WHAT TO DO:
In the data below, which lines hold "points"? Copy every one.

EXERCISE MATERIALS:

•••••

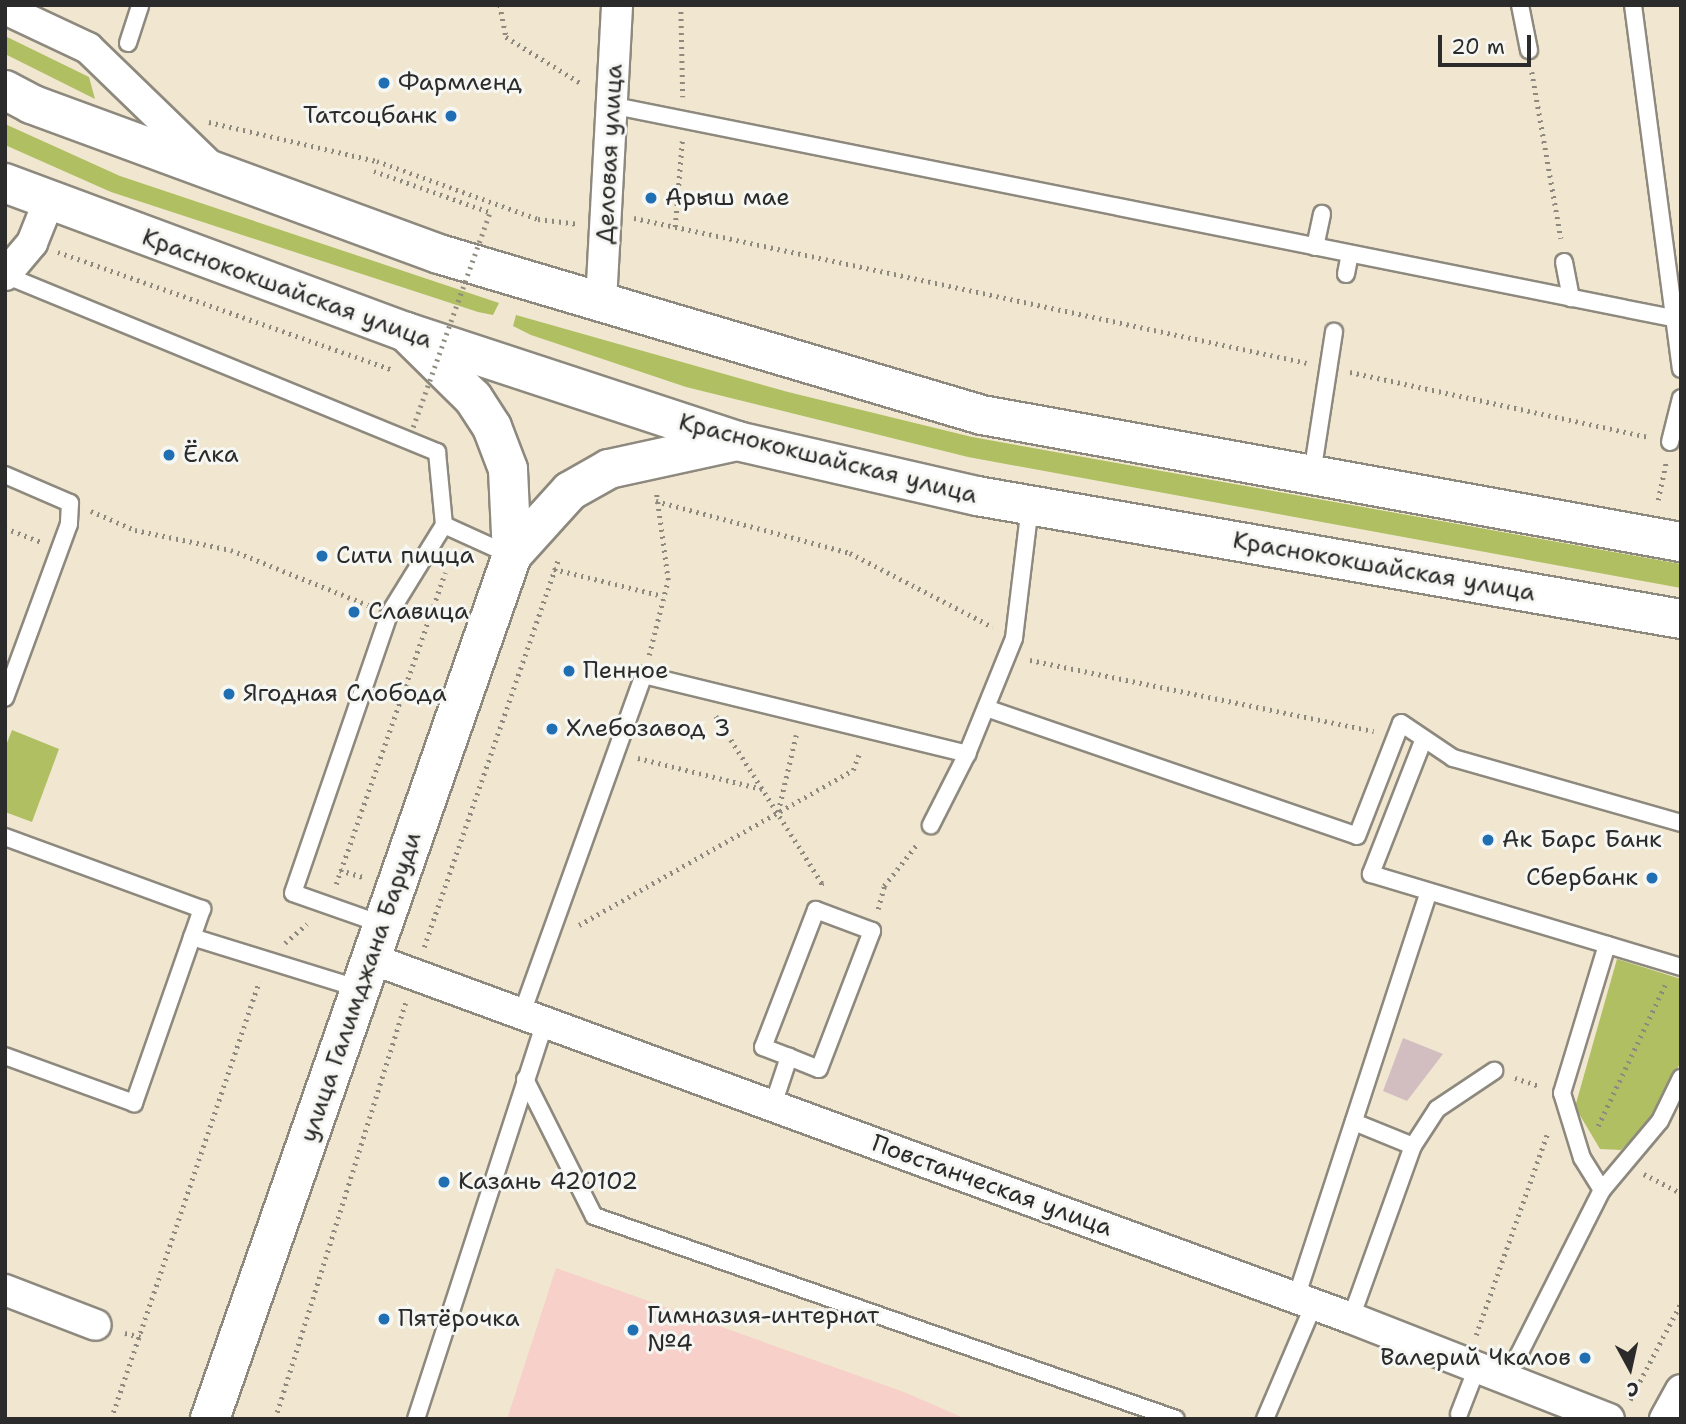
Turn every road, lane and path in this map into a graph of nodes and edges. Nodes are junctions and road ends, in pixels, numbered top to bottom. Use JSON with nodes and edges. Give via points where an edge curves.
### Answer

•••••

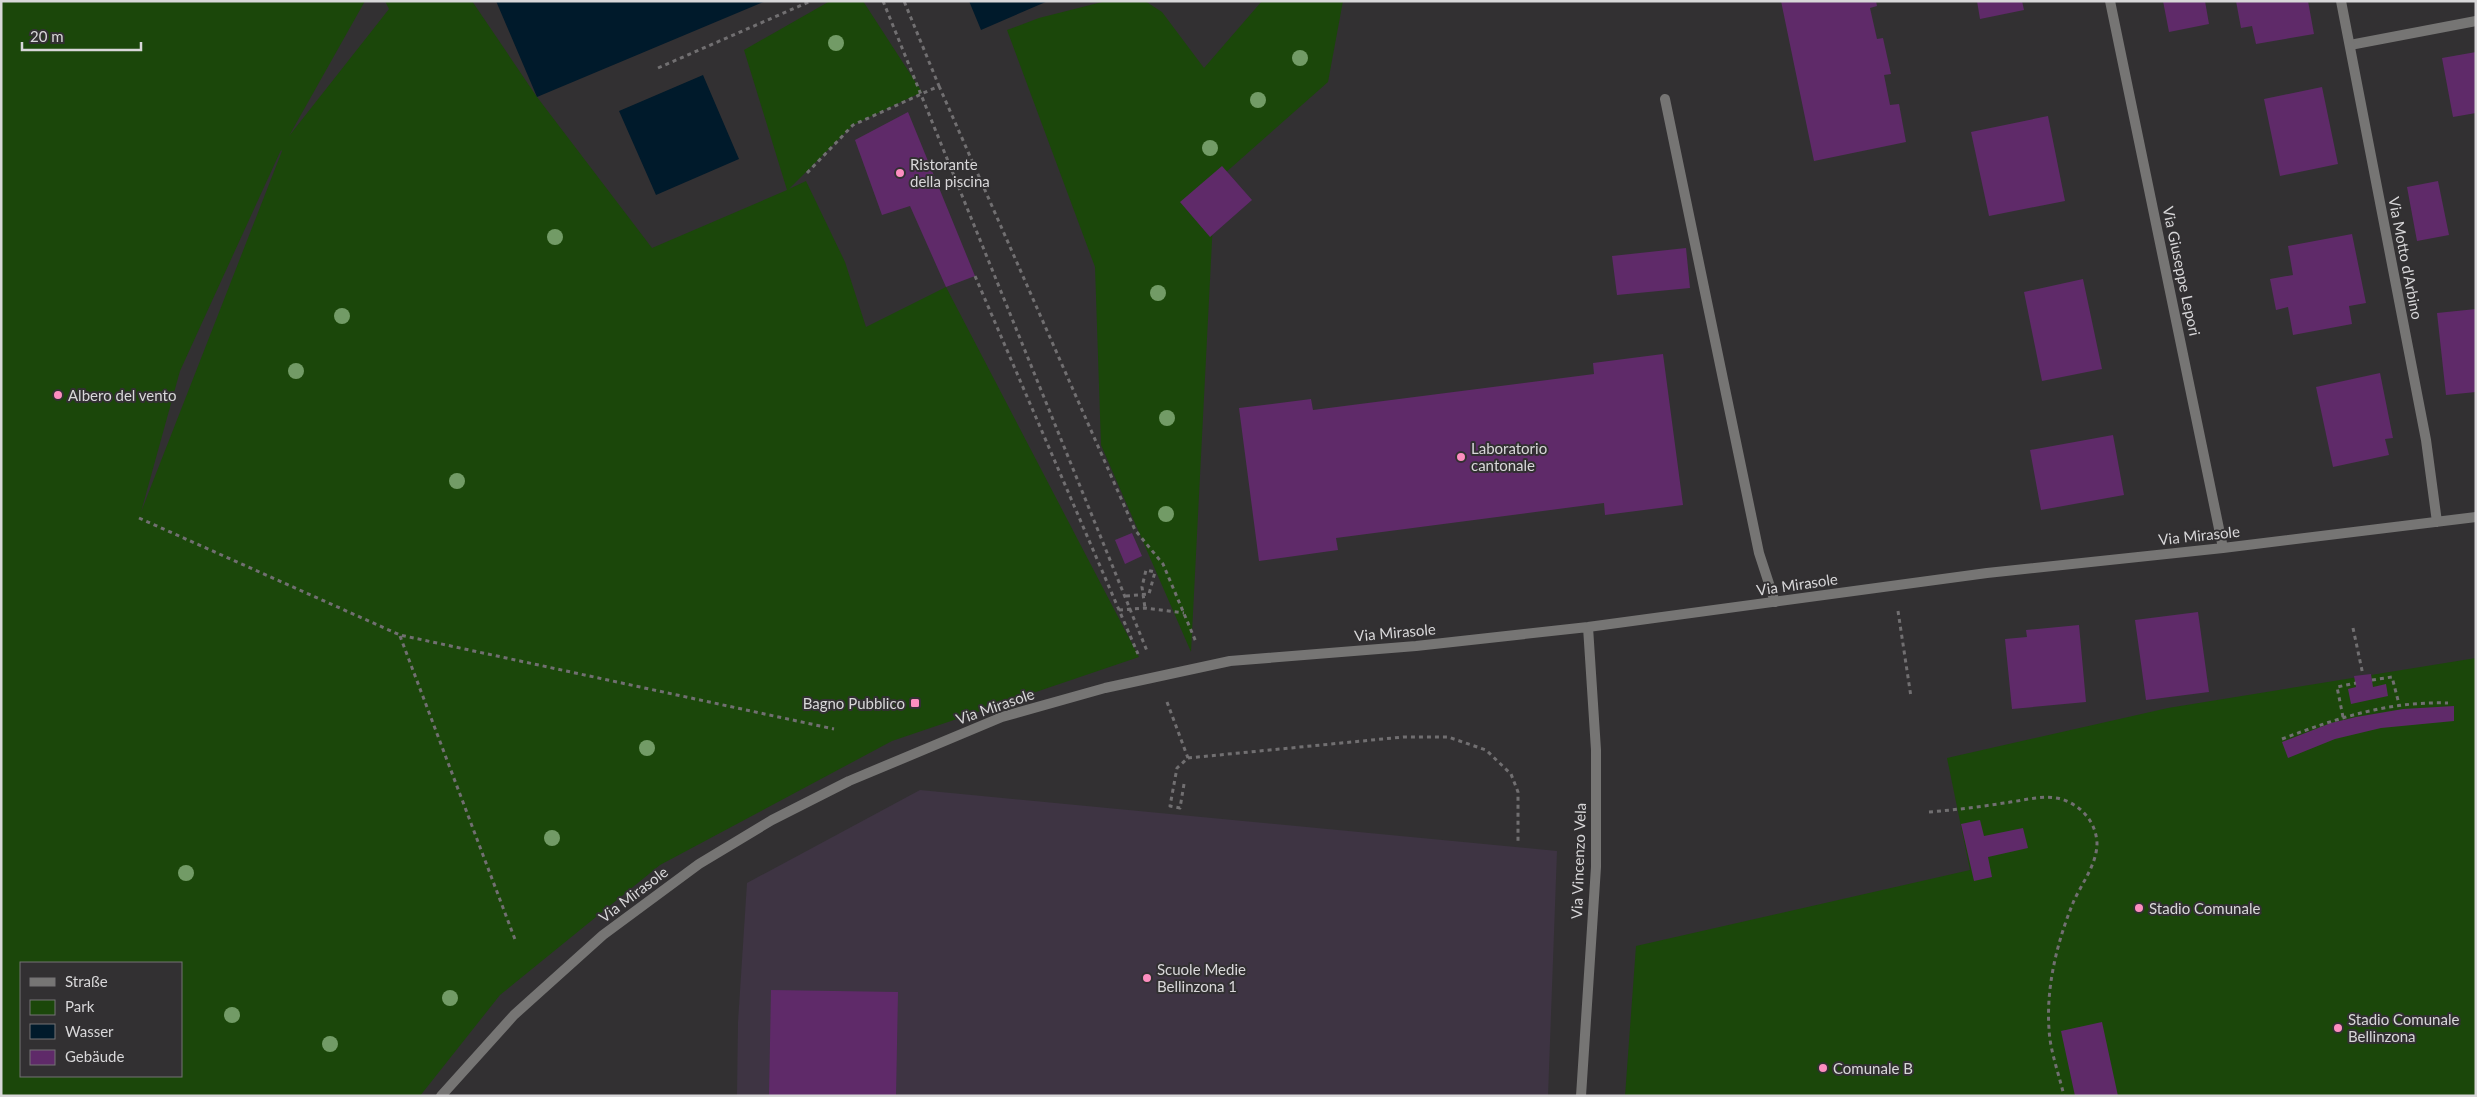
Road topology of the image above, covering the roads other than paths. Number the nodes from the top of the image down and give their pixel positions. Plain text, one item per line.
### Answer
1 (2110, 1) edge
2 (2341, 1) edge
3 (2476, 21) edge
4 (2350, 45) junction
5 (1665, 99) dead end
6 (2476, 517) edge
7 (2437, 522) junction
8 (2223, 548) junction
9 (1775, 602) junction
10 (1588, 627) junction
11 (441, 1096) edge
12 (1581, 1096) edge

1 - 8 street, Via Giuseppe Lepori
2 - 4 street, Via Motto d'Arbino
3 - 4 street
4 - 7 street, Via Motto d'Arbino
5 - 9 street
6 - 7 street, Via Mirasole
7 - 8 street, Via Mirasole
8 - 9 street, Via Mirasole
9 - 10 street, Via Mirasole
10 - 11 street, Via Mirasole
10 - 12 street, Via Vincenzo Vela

•••••

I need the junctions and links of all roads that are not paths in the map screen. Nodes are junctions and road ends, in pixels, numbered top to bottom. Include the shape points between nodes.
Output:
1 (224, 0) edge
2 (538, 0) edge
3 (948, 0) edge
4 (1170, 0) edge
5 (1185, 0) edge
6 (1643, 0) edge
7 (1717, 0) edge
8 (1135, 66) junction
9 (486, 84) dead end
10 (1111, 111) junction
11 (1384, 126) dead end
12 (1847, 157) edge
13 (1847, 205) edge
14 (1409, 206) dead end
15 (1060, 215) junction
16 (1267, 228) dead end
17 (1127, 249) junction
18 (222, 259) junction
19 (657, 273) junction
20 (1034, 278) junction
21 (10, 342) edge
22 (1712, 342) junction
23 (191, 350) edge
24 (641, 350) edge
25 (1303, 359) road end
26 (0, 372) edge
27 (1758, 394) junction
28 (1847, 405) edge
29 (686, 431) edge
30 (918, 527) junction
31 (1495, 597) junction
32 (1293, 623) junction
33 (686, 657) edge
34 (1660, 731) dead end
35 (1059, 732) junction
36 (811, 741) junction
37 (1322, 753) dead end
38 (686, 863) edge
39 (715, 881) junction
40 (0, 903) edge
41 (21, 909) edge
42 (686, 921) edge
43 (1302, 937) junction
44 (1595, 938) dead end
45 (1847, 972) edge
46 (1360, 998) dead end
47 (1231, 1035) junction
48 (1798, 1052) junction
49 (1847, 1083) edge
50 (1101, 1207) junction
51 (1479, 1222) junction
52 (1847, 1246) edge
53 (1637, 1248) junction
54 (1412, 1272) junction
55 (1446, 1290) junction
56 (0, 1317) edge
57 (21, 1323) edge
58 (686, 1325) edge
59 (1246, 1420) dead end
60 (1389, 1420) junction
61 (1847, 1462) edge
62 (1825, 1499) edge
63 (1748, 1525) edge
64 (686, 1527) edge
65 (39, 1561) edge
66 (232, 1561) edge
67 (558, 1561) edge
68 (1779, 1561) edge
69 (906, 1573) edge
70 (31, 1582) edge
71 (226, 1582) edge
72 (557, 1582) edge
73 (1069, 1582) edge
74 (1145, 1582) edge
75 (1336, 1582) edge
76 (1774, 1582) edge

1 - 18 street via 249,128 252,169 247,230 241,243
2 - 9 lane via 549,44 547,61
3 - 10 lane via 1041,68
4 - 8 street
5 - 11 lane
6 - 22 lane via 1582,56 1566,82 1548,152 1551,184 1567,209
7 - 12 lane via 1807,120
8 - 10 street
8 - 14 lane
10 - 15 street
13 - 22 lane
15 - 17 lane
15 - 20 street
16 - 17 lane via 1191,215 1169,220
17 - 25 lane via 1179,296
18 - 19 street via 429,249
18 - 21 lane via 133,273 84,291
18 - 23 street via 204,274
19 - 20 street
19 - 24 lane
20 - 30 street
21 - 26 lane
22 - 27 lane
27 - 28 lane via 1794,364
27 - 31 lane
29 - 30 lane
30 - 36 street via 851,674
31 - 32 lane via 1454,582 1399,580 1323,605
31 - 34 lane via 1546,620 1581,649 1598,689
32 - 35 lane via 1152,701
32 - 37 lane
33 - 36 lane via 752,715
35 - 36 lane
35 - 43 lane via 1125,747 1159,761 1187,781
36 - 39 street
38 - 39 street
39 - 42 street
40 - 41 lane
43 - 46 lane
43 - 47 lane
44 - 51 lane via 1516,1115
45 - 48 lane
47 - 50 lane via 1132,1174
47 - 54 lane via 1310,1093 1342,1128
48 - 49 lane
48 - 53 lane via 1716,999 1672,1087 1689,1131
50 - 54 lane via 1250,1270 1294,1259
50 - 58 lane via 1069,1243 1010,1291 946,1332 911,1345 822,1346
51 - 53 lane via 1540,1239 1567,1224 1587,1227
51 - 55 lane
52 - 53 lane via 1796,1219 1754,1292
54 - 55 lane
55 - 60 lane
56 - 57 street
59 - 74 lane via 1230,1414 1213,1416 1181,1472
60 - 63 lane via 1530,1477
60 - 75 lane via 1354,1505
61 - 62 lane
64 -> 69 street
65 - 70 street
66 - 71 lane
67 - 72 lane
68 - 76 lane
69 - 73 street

•••••

RESPONSE TO THE TASK:
Turn every road, lane and path in this map into a graph of nodes and edges. Nodes are junctions and road ends, in pixels, numbered top to bottom. Use JSON with nodes and edges. Give via points where an edge curves.
I need the junctions and links of all roads that are not paths in the map screen. Nodes are junctions and road ends, in pixels, numbered top to bottom. Include the shape points between nodes.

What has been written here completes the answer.